The deviation to concordant linkage observed in various biological conditions suggests that DNA methyltransferases do not act in a site-specific manner but rather act by simultaneously targeting a range of CpG sites. It is thus expected that if the distance between neighboring CpG sites increases, the degree of deviation to concordant linkage might decrease. To test this, we examined the relationship between the length of CpG pair and D (Fig. 6). As expected, a significant negative correlation was identified in all samples examined (${\displaystyle P\le {10}^{-10}}$. t-test for Pearson correlation coefficient), indicating that closer neighboring CpG sites are more likely to be simultaneously methylated. It has been suggested that DNA methyltransferases are recruited to the target position by interaction with various chromatin modifications and remodeling factors, resulting in the target region of methylation being of at least a nucleosome size.²³ Our results support the nucleosomal but not the site-specific action of DNA methyltransferases. A recent model further suggests that DNA methylation is not a static process but rather reflects the dynamics between the methylation and de-methylation processes.²³ Heterogeneity among regionally methylated and unmethylated alleles may be the consequence of the dynamic methylation and demethylation processes. Considered collectively, our approach to analyze the linkage between the methylation status of adjacent CpG sites has proven to be a powerful tool to understand the mechanism of the methylation processes and is possibly useful for application to various cancer and disease epigenomics studies.

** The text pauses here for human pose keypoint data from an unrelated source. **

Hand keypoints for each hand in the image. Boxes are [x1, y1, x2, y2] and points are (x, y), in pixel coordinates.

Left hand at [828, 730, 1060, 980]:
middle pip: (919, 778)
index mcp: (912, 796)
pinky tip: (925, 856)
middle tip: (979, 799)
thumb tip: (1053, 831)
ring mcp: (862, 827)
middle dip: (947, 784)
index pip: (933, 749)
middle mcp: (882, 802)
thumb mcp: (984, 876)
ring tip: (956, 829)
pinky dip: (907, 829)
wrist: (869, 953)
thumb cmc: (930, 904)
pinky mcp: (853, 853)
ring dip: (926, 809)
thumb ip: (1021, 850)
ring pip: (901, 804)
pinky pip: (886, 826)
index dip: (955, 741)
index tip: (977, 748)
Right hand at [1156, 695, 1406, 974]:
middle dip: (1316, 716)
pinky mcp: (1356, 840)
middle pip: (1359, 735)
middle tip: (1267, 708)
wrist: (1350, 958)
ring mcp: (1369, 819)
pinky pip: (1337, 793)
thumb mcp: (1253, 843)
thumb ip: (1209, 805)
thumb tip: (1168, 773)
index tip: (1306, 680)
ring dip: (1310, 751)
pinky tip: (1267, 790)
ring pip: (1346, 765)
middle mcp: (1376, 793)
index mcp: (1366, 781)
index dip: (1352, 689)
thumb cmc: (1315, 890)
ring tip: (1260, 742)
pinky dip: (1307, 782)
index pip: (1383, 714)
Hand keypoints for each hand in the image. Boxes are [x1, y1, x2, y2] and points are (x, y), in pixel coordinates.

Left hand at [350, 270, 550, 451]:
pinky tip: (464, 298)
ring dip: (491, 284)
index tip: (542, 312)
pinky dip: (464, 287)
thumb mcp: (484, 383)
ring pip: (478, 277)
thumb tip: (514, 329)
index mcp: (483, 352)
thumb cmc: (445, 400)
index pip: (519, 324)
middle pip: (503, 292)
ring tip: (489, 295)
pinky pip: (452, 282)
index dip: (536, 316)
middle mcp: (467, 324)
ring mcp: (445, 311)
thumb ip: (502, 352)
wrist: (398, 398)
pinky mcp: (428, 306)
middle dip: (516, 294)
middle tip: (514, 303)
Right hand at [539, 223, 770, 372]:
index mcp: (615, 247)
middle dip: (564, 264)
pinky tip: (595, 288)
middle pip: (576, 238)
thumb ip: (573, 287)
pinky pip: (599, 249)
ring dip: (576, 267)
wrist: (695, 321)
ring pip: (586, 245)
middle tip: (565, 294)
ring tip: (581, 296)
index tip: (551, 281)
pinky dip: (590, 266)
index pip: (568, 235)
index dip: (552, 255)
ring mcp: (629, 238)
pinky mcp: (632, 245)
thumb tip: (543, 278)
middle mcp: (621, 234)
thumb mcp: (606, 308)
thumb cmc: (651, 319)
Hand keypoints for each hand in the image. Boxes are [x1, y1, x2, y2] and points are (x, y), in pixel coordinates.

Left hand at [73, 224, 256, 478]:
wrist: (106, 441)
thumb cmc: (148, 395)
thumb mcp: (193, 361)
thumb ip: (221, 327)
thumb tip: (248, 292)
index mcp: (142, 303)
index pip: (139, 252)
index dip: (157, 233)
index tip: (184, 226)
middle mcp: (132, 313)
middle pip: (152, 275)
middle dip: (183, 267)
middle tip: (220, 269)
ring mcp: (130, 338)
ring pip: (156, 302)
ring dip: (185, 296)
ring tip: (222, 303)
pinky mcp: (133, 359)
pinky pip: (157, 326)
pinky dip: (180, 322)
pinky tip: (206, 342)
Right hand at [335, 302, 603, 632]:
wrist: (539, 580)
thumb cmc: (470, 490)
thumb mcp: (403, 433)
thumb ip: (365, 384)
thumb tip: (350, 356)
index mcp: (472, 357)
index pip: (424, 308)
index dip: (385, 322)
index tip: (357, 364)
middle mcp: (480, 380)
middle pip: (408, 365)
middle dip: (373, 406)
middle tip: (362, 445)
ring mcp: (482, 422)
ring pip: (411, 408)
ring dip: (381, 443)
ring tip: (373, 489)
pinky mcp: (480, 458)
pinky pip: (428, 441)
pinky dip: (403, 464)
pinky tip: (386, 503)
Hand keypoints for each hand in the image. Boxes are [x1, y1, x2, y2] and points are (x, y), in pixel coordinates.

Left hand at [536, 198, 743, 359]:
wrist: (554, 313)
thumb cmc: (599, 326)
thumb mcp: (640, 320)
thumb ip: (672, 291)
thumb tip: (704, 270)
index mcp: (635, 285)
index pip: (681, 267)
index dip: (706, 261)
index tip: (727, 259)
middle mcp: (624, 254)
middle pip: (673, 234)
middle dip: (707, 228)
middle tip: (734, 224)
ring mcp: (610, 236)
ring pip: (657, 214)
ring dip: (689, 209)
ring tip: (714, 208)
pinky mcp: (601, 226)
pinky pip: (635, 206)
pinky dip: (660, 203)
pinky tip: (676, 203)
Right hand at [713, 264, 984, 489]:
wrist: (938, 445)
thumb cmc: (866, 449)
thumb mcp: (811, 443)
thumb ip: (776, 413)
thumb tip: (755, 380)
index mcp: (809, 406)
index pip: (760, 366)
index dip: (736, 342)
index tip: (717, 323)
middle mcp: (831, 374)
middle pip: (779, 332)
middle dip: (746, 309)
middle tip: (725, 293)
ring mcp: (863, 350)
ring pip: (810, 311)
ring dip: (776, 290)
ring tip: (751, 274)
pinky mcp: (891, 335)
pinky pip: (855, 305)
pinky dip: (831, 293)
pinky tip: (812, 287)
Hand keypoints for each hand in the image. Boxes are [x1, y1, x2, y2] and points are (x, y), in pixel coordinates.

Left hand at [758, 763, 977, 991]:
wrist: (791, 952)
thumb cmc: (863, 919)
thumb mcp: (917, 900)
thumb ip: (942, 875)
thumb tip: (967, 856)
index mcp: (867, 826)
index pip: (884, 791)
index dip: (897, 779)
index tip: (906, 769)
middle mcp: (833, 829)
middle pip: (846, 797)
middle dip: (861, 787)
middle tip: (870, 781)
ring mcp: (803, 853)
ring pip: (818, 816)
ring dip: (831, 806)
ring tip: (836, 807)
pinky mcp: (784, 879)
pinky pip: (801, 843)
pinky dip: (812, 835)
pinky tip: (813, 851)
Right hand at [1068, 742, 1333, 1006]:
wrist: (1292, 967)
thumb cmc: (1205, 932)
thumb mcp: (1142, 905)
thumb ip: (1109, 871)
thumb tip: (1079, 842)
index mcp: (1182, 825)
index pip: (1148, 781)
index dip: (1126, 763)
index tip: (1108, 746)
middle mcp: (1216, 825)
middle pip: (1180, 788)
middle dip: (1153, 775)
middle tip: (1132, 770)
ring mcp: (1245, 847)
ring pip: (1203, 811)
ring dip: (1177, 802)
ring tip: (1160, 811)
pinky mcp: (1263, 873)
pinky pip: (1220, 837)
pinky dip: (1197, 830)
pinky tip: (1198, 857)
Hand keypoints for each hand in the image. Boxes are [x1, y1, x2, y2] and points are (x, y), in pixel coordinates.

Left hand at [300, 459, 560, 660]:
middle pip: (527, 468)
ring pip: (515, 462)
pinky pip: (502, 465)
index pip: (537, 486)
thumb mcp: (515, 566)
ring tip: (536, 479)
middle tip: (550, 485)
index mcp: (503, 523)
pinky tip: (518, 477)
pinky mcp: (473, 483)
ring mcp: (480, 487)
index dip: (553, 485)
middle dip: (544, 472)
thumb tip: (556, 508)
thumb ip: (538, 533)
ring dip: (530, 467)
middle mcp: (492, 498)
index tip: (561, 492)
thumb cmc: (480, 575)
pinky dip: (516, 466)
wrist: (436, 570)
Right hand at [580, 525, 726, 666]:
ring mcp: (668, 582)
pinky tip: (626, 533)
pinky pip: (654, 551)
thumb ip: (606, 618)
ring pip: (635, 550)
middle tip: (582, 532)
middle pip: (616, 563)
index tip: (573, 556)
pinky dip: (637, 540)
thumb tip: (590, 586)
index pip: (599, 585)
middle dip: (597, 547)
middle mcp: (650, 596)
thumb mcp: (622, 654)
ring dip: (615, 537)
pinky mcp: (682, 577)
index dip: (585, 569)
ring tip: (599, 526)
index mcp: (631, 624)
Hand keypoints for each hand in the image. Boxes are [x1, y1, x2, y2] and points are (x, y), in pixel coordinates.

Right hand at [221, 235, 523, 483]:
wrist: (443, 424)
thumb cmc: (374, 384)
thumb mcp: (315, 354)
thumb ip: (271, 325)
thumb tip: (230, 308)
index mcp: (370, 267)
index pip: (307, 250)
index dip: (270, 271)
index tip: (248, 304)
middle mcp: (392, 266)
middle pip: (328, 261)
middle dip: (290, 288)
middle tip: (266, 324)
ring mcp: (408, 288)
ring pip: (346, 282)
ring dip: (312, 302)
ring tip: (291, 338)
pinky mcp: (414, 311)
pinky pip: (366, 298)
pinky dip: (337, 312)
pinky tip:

Figure 6. D depends on the length of the CpG pair. Box plots show the relationship between the length of the CpG pair and D at an intermediate methylation level (0.25–0.75) in male primordial germ cells (embryonic day 16.5).

Methods

Read data

We used the read data from a whole-genome bisulfite sequencing experiment in mouse primordial germ cells, oocytes, sperm cells, embryonic stem cells, and astrocytes.^3,10,11 The sequence reads were downloaded from the NCBI short read archives (accessions: DRA000484, DRA000495, DRA000570, and DRA000607).

Mapping of bisulfite reads

The reads were mapped onto the mouse reference genome (mm10) and analyzed using the Bismark software.²⁴ CpG pairs with the distance being less than 100 bp on the mm10 reference were listed and used for subsequent analyses. For each sample, the methylation status of the CpG pair on a single sequencing read was extracted and summarized. We included only the CpG pairs with depths of 10–200.

Calculation of deviation D

For each CpG pair, both the methylation level and the coefficient of linkage disequilibrium D were calculated from the frequency of the 4 allele types using the equation, as described below (note ${\displaystyle f_{MM}\text{+}{f}_{UU}+f_{MU}\text{+}{f}_{UM}=1}$). In the present study, we defined D as the deviation for concordant alleles (${\displaystyle D_{con}}$).

${\displaystyle f_{MM}}$: Frequency of methylated concordant alleles

${\displaystyle f_{UU}}$: Frequency of unmethylated concordant alleles

${\displaystyle f_{MU}}$, ${\displaystyle f_{UM}}$: Frequency of discordant alleles

${\displaystyle M_{pair}}$: Methylation level of a CpG pair

${\displaystyle E_{con}}$: Expected frequency of concordant alleles

${\displaystyle D_{con}}$: Deviation of observed from expected for concordant alleles${\displaystyle M_{pair}=0.5\left(f_{MU}+f_{UM}\right)+f_{MM}}$${\displaystyle E_{con}=\left(f_{MM}+f_{MU}\right)\left(f_{MM}+f_{UM}\right)+\left(f_{UU}+f_{UM}\right)\left(f_{UU}+f_{MU}\right)}$${\displaystyle D_{con}=f_{MM}\text{+}{f}_{UU}-E_{con}=2·\left(f_{MM}·f_{UU}-f_{MU}·f_{UM}\right)}$

Disclosure of potential conflicts of interest

No potential conflicts of interest were disclosed.

Supplemental Material

Supplemental data for this article can be accessed on the publisher's website.